After waiting for one whole year, staffers of the National Zoological Park are celebrating the birth of a Lion-tailed Macaque, listed as endangered in the schedule I of the Wildlife Protection Act 1972.
Born last week, the baby — the zoo staffers say it seems to be a female — is still under intensive care and hence not brought out for public viewing. With this, the Macaque population at the zoo has gone up to six. Earlier, there were two adult pairs and a one-year-old male.
Lion-tailed Macaques (Macaca Silenus) are from the family of Old World Monkey with silver-white mane, which surrounds the head and a tail with black tuft at the end, similar to lion’s tail (hence the name).
Digging into the history of such monkeys at the Delhi Zoo gives an insight into why the animal keepers are so happy. At one point of time, the Delhi Zoo had ample number of Lion-tailed Macaques, which are generally only found in the Western Ghats — Kerala, Karnataka and parts of TN.
However, for various reasons, including deaths due to old age, the number dwindled from 23 15 years ago to just two females and a male three years ago.
Further, the death of a female Lion-tailed Macaque prompted the zoo to acquire a pair from Chennai Zoo in 2007.
“Since then, we have taken every effort to increase their population,” said zoo sources.
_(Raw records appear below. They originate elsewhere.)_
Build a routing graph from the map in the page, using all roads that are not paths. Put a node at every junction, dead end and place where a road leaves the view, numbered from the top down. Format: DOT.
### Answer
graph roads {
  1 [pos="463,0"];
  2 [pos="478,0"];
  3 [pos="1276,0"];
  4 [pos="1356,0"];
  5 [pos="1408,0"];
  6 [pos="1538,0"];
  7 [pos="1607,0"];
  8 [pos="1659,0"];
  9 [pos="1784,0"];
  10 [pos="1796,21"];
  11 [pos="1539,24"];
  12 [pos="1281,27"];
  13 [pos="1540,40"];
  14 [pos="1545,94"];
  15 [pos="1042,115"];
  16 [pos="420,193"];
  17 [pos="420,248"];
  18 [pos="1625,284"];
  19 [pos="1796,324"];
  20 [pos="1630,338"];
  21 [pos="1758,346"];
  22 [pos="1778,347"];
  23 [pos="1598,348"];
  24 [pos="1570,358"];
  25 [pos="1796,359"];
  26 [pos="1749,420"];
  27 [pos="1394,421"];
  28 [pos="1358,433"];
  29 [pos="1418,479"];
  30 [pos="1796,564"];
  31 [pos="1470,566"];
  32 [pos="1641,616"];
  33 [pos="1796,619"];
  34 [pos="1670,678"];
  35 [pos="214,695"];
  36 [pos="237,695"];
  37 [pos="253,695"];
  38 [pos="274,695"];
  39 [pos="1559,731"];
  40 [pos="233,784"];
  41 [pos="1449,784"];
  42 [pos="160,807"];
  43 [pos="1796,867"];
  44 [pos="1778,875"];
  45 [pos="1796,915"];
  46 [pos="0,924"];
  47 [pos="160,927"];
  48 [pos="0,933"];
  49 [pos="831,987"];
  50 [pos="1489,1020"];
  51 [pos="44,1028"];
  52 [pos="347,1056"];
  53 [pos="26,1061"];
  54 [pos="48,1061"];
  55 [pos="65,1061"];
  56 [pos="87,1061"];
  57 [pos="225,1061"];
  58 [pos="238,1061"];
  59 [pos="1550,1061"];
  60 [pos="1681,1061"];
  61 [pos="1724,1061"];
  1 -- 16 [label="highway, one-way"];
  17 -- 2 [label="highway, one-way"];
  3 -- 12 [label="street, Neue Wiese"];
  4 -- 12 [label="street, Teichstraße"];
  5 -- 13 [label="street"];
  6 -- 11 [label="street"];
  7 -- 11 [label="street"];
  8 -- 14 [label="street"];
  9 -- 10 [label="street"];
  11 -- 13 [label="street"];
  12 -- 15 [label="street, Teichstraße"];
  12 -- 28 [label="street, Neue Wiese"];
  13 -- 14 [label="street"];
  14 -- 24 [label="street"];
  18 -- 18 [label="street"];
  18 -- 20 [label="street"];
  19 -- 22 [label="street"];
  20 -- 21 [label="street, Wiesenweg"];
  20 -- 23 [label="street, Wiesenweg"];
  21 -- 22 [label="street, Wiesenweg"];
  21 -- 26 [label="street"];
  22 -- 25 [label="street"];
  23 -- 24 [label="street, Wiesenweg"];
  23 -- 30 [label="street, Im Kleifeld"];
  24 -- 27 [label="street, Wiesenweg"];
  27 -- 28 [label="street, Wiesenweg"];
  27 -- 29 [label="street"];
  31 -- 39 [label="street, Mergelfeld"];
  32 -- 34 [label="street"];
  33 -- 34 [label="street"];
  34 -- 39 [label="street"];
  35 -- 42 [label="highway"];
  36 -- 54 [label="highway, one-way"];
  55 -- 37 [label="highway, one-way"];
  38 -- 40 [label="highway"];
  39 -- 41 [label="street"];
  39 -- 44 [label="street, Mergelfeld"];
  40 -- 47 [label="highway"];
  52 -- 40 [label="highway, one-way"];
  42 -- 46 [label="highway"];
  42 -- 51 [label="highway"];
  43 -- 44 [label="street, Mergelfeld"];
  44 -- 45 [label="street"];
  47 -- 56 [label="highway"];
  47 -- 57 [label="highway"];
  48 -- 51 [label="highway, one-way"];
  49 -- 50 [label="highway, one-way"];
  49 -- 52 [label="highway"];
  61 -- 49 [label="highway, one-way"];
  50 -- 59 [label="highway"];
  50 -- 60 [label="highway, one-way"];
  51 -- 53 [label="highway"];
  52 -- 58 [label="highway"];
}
Six months after the last Macaque was born and when it started eating solid food, zoo officials instructed the keeper to keep the baby away from the mother and allow the latter to be together with the male.
“This brought down the gap between the two siblings. If the first baby had continued to be with the mother, the gestation period – generally six months – would have goon to more than 1 ½ years,” the sources added.